## Task to carry out:
Whenever a line in the records below contains "Ravinia", pick it out.
******************************
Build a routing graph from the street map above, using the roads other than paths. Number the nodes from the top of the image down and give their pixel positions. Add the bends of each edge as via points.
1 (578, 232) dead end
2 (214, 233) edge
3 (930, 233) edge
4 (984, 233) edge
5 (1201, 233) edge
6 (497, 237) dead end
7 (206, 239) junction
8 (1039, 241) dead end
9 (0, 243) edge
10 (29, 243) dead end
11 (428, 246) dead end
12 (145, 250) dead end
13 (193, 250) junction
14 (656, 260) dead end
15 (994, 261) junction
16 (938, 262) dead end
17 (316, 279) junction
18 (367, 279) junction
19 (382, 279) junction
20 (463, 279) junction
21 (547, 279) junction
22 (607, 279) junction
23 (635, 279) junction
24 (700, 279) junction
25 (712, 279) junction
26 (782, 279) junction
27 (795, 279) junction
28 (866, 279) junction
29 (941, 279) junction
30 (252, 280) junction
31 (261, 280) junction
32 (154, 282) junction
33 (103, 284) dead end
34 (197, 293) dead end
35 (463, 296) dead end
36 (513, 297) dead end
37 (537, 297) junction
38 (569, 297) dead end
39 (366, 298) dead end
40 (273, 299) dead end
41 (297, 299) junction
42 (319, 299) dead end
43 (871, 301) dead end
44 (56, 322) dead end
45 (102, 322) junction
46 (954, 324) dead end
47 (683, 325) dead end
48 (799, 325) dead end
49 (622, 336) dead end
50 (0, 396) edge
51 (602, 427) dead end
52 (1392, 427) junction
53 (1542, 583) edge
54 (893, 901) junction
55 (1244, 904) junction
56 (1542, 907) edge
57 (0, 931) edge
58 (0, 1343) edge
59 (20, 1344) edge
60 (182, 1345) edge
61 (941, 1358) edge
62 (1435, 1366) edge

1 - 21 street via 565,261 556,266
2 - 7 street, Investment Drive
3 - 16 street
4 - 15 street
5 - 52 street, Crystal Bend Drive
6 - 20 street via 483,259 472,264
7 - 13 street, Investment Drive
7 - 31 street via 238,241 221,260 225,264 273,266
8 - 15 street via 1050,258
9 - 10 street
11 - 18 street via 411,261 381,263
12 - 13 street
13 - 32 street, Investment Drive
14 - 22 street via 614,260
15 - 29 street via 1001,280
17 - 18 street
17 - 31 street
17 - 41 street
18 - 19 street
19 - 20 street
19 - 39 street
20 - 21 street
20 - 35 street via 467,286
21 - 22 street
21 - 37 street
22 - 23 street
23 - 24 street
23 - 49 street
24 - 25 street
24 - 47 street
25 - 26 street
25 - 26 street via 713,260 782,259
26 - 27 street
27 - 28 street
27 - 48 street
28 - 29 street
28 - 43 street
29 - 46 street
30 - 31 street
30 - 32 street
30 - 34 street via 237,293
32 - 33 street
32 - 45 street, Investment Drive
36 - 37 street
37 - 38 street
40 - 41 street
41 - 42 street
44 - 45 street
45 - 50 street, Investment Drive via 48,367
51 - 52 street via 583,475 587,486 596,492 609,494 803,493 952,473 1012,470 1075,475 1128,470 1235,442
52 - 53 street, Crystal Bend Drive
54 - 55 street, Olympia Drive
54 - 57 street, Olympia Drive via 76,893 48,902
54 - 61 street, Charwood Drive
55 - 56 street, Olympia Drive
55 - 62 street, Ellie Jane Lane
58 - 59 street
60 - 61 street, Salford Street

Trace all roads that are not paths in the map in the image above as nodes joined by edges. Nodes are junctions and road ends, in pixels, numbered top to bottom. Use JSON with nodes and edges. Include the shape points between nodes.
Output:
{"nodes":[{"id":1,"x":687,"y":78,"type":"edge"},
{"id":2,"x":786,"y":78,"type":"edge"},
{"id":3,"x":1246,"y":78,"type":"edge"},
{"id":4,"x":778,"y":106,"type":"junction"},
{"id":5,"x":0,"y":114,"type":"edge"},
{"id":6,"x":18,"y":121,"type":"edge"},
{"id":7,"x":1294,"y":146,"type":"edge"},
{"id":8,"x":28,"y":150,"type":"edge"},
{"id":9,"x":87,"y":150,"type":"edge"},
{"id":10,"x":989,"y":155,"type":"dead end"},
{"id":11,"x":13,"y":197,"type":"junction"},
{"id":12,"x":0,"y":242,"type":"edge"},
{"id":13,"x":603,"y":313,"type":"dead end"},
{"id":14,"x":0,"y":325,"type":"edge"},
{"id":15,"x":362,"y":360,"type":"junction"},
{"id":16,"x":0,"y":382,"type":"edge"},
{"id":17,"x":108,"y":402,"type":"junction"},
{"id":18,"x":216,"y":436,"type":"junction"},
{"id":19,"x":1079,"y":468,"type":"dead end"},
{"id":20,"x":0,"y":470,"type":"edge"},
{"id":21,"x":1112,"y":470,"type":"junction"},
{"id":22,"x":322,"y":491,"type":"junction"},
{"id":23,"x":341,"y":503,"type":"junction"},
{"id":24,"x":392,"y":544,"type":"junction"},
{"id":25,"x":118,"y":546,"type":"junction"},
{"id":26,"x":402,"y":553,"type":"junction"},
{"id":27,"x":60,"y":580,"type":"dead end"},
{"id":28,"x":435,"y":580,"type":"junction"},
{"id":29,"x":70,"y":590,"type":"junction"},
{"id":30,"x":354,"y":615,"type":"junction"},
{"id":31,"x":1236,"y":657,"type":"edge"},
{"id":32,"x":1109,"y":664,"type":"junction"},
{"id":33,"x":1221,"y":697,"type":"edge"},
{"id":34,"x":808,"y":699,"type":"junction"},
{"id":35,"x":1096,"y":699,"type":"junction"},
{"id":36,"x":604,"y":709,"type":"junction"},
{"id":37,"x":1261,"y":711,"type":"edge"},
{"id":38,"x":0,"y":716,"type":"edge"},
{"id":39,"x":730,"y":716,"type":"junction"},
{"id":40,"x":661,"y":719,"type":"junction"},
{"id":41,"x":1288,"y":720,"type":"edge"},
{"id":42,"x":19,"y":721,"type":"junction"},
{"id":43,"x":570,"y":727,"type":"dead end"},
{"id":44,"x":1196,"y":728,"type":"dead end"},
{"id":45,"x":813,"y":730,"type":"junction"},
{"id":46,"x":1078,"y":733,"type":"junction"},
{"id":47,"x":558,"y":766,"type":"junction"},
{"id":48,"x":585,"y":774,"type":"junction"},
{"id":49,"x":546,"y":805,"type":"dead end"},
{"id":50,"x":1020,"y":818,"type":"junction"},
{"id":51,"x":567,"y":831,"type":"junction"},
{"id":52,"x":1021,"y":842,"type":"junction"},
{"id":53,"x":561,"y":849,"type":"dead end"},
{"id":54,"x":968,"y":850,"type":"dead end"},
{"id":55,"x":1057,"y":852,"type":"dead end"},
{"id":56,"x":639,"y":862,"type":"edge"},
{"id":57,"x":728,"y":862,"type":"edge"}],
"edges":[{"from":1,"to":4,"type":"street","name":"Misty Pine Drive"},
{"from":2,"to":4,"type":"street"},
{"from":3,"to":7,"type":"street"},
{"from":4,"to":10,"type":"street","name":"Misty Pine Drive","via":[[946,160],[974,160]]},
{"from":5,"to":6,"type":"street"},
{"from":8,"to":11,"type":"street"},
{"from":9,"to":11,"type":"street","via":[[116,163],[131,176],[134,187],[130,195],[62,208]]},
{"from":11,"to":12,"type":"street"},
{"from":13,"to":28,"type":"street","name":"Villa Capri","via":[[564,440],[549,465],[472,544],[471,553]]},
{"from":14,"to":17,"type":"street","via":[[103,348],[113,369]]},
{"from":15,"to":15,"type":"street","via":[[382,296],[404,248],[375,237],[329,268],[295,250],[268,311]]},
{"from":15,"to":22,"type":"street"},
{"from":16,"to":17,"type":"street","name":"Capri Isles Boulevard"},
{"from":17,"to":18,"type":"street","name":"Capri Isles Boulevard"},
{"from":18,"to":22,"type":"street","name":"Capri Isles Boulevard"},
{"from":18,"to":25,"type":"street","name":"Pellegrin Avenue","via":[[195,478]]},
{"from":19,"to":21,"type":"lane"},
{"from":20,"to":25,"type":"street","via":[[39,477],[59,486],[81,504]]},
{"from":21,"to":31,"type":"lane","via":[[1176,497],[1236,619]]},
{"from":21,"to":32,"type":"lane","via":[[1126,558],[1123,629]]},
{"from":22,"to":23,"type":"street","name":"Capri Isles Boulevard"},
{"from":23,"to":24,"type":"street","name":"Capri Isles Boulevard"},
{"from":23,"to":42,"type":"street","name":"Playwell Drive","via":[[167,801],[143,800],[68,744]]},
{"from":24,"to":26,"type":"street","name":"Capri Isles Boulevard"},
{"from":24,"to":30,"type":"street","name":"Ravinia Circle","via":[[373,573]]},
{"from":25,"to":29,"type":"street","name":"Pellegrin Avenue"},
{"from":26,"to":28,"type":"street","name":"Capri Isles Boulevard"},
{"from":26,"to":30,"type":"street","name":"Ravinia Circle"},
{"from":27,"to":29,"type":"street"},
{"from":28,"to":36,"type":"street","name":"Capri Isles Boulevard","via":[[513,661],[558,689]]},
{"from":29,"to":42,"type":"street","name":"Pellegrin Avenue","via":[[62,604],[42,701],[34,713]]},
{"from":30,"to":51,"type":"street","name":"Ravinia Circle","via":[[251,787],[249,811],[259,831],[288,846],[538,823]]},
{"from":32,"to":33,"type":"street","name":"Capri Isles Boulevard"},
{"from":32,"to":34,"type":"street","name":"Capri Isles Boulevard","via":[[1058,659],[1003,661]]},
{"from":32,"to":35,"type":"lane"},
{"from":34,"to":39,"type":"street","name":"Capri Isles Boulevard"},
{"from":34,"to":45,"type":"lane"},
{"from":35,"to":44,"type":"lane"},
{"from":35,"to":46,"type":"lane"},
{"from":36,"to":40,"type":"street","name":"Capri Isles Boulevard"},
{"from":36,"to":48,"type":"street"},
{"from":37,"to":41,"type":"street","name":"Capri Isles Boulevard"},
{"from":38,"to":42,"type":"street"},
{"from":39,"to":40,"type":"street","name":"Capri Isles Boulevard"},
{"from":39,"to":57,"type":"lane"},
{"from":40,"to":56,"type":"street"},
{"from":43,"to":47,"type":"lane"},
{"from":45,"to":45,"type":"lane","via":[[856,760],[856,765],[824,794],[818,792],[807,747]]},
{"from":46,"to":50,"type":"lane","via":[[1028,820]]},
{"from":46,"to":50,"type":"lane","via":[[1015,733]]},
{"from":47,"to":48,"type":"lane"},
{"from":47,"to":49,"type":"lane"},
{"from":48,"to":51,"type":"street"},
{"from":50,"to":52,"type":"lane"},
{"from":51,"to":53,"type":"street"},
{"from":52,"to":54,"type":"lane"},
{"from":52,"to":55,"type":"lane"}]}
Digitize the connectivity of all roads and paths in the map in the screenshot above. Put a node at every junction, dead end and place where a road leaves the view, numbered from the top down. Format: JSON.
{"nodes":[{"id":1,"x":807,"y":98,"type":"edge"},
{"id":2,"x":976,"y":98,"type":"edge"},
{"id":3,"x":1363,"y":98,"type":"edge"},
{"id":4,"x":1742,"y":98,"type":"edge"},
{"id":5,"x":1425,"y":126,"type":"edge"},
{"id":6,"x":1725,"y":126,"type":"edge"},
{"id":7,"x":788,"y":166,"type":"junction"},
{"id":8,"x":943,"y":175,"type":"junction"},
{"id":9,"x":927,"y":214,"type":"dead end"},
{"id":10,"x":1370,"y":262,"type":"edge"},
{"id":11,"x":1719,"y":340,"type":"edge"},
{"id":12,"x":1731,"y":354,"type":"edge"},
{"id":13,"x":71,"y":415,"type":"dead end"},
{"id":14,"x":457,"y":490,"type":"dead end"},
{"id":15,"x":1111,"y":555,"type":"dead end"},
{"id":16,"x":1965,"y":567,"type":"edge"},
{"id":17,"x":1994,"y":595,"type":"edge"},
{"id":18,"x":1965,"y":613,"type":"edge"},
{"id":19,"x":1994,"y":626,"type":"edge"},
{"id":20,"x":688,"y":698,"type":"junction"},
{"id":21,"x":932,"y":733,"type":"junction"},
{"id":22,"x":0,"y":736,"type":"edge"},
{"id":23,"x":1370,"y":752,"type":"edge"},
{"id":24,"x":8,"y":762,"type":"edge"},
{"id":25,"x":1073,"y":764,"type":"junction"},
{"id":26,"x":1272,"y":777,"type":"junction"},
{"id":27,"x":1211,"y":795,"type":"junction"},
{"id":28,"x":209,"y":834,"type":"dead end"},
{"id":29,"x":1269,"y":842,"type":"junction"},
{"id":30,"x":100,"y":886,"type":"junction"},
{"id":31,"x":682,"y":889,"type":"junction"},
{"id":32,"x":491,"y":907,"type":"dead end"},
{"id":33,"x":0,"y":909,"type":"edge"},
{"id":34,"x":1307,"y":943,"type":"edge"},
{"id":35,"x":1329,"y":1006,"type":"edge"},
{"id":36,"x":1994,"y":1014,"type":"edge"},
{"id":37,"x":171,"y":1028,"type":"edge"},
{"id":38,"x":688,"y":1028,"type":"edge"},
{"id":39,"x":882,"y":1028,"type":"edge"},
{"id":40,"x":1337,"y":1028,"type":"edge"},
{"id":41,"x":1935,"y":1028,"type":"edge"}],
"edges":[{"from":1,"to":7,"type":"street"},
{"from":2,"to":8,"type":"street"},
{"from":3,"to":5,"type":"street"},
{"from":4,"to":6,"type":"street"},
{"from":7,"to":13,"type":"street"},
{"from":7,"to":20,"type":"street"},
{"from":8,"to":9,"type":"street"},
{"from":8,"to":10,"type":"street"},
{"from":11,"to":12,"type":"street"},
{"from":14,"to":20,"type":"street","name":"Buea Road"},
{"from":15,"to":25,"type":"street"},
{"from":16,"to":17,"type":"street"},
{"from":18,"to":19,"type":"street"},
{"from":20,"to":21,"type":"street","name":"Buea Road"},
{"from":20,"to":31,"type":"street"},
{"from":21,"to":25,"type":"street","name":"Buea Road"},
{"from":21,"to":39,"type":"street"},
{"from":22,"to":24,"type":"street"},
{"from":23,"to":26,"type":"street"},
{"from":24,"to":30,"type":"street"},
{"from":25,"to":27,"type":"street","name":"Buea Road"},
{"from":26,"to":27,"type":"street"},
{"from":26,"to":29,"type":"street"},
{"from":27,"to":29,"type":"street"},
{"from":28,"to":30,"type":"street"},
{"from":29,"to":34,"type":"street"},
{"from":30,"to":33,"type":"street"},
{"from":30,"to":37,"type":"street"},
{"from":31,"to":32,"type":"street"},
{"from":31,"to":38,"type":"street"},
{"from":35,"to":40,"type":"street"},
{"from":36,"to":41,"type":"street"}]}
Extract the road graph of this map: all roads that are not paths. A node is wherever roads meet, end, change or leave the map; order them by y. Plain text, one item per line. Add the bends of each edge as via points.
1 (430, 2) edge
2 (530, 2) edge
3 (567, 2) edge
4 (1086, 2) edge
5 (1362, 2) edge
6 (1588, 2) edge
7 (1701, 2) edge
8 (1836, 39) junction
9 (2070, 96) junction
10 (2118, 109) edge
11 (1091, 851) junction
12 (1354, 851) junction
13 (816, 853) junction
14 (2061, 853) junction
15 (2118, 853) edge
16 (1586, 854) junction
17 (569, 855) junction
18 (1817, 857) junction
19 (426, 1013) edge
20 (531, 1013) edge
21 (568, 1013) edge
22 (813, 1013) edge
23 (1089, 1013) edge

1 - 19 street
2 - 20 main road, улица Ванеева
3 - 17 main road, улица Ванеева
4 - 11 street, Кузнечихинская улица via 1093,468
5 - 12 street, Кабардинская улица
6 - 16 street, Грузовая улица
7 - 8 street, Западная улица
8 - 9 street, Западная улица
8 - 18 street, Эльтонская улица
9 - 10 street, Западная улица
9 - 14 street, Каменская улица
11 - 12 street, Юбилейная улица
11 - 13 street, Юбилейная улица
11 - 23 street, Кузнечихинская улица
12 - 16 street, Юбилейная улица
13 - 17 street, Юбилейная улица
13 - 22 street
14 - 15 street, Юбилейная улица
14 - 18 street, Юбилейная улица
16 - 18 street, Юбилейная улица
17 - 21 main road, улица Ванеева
******************************
## Problem solution:
{"from":24,"to":30,"type":"street","name":"Ravinia Circle","via":[[373,573]]},
{"from":26,"to":30,"type":"street","name":"Ravinia Circle"},
{"from":30,"to":51,"type":"street","name":"Ravinia Circle","via":[[251,787],[249,811],[259,831],[288,846],[538,823]]},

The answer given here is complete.